Given records:
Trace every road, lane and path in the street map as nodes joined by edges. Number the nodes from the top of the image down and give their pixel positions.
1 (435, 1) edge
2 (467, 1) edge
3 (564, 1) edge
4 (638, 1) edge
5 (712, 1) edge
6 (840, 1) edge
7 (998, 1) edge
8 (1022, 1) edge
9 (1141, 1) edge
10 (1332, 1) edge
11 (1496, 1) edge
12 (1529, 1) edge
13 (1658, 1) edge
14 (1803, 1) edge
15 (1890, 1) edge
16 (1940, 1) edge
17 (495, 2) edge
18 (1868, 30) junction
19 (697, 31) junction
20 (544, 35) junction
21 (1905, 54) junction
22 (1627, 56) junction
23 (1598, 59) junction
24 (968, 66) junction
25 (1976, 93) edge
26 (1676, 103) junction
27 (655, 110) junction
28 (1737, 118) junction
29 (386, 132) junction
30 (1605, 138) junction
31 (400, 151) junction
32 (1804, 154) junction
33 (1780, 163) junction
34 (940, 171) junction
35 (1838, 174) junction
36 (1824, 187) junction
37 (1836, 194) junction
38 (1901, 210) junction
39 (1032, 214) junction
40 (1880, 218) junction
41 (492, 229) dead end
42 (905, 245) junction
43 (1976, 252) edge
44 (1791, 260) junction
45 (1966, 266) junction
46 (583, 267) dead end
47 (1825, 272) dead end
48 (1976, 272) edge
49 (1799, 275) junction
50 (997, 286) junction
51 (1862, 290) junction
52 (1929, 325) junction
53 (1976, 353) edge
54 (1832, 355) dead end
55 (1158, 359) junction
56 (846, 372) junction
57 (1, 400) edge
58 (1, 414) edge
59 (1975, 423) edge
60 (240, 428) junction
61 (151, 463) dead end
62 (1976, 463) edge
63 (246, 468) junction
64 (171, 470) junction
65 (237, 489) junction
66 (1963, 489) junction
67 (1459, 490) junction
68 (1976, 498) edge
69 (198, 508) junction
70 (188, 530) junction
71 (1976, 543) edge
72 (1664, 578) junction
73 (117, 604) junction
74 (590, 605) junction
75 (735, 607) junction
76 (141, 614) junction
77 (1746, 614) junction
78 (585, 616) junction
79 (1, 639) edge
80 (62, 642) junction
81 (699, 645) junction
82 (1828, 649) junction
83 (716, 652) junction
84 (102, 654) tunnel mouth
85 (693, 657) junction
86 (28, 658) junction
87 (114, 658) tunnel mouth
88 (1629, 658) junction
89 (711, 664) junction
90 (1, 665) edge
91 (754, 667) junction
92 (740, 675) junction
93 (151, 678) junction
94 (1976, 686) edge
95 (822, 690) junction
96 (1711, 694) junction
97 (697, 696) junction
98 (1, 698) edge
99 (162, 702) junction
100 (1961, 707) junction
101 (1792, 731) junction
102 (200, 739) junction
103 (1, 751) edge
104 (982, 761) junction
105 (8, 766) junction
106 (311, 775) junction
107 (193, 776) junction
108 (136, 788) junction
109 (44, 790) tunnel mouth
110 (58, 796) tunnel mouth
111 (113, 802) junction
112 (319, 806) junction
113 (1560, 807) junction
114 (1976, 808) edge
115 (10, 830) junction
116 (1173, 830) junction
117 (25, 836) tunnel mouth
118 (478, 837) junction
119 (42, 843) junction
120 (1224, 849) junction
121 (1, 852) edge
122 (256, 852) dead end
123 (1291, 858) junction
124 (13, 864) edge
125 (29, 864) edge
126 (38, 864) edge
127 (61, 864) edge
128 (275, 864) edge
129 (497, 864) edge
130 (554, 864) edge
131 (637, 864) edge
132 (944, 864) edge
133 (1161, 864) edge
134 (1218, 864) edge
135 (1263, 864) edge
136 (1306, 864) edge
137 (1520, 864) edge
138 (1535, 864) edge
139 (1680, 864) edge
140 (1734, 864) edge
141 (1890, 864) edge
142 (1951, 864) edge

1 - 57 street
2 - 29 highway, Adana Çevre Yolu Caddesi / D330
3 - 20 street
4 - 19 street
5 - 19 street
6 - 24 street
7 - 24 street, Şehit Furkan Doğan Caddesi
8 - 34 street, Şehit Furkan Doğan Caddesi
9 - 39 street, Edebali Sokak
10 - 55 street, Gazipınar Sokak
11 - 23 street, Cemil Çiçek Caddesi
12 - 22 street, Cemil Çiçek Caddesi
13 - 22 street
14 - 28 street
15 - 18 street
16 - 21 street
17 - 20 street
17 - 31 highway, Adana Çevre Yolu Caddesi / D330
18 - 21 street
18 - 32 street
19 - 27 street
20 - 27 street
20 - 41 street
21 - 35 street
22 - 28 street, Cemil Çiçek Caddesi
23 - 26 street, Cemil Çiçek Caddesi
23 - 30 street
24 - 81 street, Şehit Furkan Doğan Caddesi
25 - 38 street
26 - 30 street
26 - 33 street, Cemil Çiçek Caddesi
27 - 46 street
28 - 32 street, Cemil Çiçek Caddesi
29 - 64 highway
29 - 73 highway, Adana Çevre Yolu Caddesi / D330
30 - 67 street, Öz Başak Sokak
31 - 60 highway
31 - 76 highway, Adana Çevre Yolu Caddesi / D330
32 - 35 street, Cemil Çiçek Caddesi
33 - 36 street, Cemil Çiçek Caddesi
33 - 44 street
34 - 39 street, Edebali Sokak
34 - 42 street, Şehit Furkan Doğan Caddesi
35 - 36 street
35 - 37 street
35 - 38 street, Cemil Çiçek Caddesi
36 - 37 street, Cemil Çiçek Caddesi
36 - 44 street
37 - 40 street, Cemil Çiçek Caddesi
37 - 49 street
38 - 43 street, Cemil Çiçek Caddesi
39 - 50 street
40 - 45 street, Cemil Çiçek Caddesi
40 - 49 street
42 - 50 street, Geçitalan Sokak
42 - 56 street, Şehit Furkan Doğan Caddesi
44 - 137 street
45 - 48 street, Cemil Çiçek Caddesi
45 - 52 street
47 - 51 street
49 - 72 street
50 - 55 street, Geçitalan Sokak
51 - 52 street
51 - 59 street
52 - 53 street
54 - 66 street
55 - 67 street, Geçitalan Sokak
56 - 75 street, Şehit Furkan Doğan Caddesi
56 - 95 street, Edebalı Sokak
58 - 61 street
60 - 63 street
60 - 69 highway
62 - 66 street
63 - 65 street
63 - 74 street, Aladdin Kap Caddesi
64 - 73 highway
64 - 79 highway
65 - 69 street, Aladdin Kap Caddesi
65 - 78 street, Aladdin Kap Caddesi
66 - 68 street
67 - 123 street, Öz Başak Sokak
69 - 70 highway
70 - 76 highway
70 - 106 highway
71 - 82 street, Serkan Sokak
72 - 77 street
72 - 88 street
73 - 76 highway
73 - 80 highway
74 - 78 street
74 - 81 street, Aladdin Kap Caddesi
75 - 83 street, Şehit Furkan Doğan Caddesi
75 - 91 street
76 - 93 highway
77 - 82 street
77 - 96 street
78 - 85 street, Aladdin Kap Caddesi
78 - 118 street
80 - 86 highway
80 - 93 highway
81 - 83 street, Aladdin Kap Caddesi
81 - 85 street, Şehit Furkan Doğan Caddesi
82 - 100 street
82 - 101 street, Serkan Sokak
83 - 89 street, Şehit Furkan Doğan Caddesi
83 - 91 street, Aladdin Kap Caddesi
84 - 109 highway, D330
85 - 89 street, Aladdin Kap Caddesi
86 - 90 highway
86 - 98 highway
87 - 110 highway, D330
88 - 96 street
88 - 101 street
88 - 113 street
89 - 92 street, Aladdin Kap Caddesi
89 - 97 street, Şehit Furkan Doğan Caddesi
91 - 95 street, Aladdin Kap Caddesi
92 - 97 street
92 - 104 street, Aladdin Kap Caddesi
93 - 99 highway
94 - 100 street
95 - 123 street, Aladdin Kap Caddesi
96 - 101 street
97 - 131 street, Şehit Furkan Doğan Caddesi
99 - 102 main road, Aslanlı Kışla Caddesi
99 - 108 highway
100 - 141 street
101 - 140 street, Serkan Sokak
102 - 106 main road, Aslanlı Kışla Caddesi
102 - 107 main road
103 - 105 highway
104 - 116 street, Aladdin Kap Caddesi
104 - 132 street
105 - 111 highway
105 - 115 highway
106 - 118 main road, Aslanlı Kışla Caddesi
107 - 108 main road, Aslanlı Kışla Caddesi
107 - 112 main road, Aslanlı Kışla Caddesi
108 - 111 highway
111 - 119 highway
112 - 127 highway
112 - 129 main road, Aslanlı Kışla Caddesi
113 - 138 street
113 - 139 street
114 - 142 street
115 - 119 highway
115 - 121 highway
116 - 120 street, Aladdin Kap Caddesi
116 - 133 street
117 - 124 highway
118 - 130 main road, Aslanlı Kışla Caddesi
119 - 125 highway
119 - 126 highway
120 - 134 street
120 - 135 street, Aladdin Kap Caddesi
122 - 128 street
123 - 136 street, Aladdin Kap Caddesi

What you have to do: Filter the records above for the string "Geçitalan" and copy each matching line.

Written solution:
42 - 50 street, Geçitalan Sokak
50 - 55 street, Geçitalan Sokak
55 - 67 street, Geçitalan Sokak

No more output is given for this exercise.